▶ **Your task**: Using the data beneath, show every line that includes the word "Pelat".

▶ **Provided information**:

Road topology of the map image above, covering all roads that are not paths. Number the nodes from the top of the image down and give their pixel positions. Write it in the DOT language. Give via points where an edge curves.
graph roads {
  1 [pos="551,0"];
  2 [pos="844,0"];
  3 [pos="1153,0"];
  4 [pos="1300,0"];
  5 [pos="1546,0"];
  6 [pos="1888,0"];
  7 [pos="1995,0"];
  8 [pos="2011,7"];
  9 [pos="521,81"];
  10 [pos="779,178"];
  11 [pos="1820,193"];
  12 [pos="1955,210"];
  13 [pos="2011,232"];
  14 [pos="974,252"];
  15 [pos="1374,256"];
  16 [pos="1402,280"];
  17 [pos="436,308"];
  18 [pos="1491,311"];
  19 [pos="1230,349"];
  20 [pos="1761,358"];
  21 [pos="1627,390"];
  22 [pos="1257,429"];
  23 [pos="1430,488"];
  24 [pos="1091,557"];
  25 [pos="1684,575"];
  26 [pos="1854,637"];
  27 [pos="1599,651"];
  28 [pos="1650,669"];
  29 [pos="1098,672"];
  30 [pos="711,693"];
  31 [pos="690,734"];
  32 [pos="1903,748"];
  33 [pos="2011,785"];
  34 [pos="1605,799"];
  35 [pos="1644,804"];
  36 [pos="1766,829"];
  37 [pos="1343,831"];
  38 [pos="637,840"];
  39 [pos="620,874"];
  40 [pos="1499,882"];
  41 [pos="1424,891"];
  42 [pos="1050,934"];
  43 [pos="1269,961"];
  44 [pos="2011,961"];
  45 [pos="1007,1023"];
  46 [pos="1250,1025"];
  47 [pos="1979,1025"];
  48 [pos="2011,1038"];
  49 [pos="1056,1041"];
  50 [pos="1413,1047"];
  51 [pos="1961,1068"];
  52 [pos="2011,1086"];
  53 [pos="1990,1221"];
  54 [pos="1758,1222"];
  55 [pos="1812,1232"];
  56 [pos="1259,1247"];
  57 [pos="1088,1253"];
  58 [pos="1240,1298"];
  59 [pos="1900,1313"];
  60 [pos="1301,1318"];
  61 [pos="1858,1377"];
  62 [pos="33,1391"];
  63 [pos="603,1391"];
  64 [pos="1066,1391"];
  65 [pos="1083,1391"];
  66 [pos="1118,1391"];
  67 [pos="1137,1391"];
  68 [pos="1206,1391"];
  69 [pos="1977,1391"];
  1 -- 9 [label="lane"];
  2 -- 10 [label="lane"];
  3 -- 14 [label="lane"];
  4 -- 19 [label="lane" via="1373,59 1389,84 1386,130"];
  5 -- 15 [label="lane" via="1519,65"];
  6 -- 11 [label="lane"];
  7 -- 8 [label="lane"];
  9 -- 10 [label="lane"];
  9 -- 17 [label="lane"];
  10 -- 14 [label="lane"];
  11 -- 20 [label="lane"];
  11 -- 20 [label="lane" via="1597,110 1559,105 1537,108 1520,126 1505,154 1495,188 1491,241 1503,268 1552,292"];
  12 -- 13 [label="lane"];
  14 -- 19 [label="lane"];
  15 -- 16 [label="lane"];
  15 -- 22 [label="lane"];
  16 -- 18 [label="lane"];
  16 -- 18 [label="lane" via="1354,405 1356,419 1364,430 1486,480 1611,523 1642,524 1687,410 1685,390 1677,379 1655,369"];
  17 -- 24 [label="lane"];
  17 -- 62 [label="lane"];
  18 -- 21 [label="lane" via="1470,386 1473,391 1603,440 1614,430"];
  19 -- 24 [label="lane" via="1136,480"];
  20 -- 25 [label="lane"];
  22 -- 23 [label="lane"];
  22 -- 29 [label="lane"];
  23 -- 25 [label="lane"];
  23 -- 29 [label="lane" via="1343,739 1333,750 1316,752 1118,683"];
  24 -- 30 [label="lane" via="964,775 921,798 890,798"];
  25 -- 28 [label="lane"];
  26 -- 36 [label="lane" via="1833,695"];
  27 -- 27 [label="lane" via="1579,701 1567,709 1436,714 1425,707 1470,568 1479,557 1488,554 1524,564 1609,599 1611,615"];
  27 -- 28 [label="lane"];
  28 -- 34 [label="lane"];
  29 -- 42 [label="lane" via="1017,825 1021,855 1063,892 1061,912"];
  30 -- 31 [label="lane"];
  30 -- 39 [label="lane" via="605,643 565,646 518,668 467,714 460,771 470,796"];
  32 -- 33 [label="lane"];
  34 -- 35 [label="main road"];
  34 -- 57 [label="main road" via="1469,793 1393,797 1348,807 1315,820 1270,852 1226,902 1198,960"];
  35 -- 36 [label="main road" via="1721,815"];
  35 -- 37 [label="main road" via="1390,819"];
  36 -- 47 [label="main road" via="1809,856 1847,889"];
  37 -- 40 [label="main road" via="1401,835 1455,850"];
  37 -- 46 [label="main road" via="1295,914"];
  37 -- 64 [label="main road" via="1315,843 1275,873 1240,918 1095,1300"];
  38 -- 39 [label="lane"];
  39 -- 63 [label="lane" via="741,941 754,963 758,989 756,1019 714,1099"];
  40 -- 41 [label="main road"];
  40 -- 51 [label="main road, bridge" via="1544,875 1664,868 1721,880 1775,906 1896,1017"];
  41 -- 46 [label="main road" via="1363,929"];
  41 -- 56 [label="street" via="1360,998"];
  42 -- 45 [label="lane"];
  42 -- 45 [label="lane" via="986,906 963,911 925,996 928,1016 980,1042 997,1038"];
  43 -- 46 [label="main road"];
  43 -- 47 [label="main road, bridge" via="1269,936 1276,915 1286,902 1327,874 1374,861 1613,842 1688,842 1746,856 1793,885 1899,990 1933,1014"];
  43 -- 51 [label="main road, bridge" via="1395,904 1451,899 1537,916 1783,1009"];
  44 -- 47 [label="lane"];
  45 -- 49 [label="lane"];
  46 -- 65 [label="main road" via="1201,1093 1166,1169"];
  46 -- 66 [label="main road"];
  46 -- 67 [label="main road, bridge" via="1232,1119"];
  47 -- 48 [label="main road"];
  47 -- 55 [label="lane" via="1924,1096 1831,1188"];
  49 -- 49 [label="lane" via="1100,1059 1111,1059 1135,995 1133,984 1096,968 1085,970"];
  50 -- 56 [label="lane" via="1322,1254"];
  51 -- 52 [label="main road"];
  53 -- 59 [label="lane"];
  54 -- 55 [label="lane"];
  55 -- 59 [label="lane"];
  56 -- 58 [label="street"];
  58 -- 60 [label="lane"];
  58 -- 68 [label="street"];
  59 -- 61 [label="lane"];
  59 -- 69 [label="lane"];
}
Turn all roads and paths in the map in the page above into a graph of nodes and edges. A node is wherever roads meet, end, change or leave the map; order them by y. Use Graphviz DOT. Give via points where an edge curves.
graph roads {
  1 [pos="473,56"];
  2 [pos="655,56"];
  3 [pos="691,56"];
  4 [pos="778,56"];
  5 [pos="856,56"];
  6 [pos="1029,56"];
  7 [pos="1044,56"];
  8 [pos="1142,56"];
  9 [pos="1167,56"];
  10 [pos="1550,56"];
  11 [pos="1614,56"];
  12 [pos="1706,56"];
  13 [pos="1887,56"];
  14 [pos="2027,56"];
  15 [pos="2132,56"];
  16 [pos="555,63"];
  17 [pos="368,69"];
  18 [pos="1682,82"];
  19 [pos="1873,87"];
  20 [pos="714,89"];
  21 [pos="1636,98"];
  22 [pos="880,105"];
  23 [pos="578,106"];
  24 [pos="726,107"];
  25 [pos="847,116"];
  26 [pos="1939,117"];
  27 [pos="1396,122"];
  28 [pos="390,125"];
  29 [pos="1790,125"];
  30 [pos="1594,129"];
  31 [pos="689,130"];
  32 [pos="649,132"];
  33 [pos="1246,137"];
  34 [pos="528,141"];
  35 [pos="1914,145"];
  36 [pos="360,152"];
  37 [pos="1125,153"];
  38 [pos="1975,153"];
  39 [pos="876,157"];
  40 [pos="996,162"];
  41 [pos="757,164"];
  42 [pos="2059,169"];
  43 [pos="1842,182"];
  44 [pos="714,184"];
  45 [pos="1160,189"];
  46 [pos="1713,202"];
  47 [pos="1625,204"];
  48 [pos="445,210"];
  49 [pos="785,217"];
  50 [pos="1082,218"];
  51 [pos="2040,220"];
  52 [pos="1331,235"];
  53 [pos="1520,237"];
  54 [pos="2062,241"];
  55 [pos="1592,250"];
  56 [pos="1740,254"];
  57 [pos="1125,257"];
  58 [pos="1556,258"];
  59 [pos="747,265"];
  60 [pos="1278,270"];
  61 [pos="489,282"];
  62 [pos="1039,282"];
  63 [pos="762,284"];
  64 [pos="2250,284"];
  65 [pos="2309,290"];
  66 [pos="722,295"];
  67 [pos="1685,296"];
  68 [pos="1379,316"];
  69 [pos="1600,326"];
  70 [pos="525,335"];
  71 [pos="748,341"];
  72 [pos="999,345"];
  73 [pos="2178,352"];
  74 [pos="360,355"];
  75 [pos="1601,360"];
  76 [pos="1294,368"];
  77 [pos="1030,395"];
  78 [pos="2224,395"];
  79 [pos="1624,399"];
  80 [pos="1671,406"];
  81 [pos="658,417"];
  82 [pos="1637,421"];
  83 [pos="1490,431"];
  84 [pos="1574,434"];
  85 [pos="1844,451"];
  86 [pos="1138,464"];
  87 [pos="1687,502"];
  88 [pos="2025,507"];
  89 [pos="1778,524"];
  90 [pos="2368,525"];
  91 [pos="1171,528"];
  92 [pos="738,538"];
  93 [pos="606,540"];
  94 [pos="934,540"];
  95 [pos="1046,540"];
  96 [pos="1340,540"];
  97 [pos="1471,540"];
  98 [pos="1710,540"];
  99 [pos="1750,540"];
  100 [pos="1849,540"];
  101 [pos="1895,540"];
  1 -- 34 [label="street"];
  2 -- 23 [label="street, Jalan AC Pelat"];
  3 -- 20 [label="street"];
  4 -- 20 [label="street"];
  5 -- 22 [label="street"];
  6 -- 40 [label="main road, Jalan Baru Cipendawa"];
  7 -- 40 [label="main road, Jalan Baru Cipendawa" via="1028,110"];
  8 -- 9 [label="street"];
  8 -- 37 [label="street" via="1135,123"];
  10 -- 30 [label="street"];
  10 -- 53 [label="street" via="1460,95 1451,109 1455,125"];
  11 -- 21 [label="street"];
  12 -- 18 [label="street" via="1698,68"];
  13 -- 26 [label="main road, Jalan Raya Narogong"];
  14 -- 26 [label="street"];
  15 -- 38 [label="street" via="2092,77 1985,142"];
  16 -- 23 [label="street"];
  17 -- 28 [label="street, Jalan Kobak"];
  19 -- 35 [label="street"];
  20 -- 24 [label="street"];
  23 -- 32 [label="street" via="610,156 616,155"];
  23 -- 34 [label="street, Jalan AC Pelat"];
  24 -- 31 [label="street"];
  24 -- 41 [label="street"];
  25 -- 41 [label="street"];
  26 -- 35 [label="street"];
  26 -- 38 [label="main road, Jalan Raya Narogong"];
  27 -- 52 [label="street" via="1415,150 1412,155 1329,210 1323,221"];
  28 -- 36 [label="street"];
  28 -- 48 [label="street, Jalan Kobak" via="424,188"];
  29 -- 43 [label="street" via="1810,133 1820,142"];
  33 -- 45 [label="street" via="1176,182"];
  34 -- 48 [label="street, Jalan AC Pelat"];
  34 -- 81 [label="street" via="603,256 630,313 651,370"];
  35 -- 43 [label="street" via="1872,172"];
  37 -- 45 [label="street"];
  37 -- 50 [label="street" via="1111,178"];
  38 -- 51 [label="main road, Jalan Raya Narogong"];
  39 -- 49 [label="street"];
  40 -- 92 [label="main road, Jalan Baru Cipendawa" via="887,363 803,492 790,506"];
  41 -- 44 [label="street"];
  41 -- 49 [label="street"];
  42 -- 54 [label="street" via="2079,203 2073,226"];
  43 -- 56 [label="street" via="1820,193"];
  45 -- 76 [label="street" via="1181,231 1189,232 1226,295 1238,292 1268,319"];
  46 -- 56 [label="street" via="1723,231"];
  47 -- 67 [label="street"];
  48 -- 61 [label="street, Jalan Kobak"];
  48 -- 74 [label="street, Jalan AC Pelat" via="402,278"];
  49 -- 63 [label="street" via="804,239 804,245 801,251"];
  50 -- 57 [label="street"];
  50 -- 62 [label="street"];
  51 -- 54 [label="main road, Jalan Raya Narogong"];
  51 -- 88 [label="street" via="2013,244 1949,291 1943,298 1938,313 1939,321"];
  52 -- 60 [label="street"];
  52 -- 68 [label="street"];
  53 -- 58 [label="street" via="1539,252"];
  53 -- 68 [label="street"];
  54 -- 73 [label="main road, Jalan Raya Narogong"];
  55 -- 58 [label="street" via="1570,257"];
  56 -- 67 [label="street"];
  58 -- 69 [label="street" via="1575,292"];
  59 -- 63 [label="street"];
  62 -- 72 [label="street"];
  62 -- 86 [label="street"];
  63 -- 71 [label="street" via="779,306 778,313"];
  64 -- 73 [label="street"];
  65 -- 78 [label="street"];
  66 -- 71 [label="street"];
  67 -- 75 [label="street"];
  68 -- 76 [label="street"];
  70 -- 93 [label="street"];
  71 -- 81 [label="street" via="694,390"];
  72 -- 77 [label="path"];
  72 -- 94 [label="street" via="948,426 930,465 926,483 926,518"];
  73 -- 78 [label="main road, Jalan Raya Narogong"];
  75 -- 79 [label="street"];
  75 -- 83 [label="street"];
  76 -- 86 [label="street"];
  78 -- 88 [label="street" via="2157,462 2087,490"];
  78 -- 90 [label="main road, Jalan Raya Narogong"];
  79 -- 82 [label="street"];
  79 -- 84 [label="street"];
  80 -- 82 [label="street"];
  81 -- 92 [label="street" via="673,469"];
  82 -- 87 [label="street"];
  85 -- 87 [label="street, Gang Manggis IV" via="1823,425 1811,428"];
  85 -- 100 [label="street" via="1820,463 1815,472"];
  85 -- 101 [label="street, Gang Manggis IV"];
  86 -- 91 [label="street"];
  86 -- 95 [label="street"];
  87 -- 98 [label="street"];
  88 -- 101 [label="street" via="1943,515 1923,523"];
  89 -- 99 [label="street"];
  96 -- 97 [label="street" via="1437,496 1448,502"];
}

▶ **Written response**:
  2 -- 23 [label="street, Jalan AC Pelat"];
  23 -- 34 [label="street, Jalan AC Pelat"];
  34 -- 48 [label="street, Jalan AC Pelat"];
  48 -- 74 [label="street, Jalan AC Pelat" via="402,278"];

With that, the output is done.